From 74594d2885d2df3e5035805e0ce6f731e0d723f5 Mon Sep 17 00:00:00 2001
From: Luca Colagrande <luca.colagrande3@gmail.com>
Date: Wed, 3 Apr 2024 13:52:18 +0200
Subject: [PATCH] trace: Add functionality to parse DMA trace

---
 target/common/common.mk |   4 +-
 util/trace/gen_trace.py | 151 +++++++++++++++++++++++++++++++++++++---
 2 files changed, 142 insertions(+), 13 deletions(-)

diff --git a/target/common/common.mk b/target/common/common.mk
index 981ab8ab3d..1bc2a6865f 100644
--- a/target/common/common.mk
+++ b/target/common/common.mk
@@ -233,8 +233,8 @@ clean-perf:
 clean-visual-trace:
 	rm -f $(VISUAL_TRACE)
 
-$(addprefix $(LOGS_DIR)/,trace_hart_%.txt hart_%_perf.json): $(LOGS_DIR)/trace_hart_%.dasm $(GENTRACE_PY)
-	$(DASM) < $< | $(GENTRACE_PY) --permissive -d $(LOGS_DIR)/hart_$*_perf.json -o $(LOGS_DIR)/trace_hart_$*.txt
+$(addprefix $(LOGS_DIR)/,trace_hart_%.txt hart_%_perf.json dma_%_perf.json): $(LOGS_DIR)/trace_hart_%.dasm $(GENTRACE_PY)

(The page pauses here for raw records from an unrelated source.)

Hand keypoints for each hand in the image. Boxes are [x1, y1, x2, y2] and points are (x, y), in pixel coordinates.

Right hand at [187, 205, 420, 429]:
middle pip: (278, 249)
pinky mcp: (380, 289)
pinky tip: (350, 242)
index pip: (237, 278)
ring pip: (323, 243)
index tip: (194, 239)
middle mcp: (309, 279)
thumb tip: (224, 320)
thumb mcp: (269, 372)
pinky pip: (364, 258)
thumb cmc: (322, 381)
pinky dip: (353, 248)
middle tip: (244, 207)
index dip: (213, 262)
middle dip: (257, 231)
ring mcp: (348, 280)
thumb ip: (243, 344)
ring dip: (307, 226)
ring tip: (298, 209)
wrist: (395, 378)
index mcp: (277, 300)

+	$(DASM) < $< | $(GENTRACE_PY) --permissive --dma-trace $(SIM_DIR)/dma_trace_$*.log --dump-hart-perf $(LOGS_DIR)/hart_$*_perf.json --dump-dma-perf $(LOGS_DIR)/dma_$*_perf.json -o $(LOGS_DIR)/trace_hart_$*.txt
 
 # Generate source-code interleaved traces for all harts. Reads the binary from
 # the logs/.rtlbinary file that is written at start of simulation in the vsim script
diff --git a/util/trace/gen_trace.py b/util/trace/gen_trace.py
index 9a838cd69c..61b21d074f 100755
--- a/util/trace/gen_trace.py
+++ b/util/trace/gen_trace.py
@@ -23,6 +23,12 @@
 
 Performance metrics are appended at the end of the generated trace
 and can optionally be dumped to a separate JSON file.
+
+It also computes various performance metrics for every DMA transfer,
+provided that the Snitch core is equipped with a tightly-coupled DMA
+engine, and the DMA trace logged during simulation
+(see `axi_dma_backend.sv`) is fed to the tool. DMA performance
+metrics are dumped to a separate JSON file.
 """
 
 # TODO: OPER_TYPES and FPU_OPER_TYPES could break: optimization might alter enum mapping
@@ -32,9 +38,10 @@
 import re
 import argparse
 import json
+import ast
 from ctypes import c_int32, c_uint32
 from collections import deque, defaultdict
-import pathlib
+from pathlib import Path
 
 EXTRA_WB_WARN = 'WARNING: {} transactions still in flight for {}.'
 
@@ -332,7 +339,7 @@
 def load_opcodes():
     global _cached_opcodes
     opcode_file_name = 'opcodes-flt-occamy_CUSTOM.csv'
-    opcode_file_path = pathlib.Path(__file__).parent.absolute() / opcode_file_name
+    opcode_file_path = Path(__file__).parent.absolute() / opcode_file_name
 
     _cached_opcodes = {}
     with open(opcode_file_path, 'r') as f:
@@ -510,6 +517,109 @@ def flt_lit(num: int, fmt: int, width: int = 6, vlen: int = 1) -> str:
         return floats[0]
 
 
+# -------------------- DMA --------------------
+
+
+# We always assume dma_trans contains at least one incomplete placeholder DMA transaction.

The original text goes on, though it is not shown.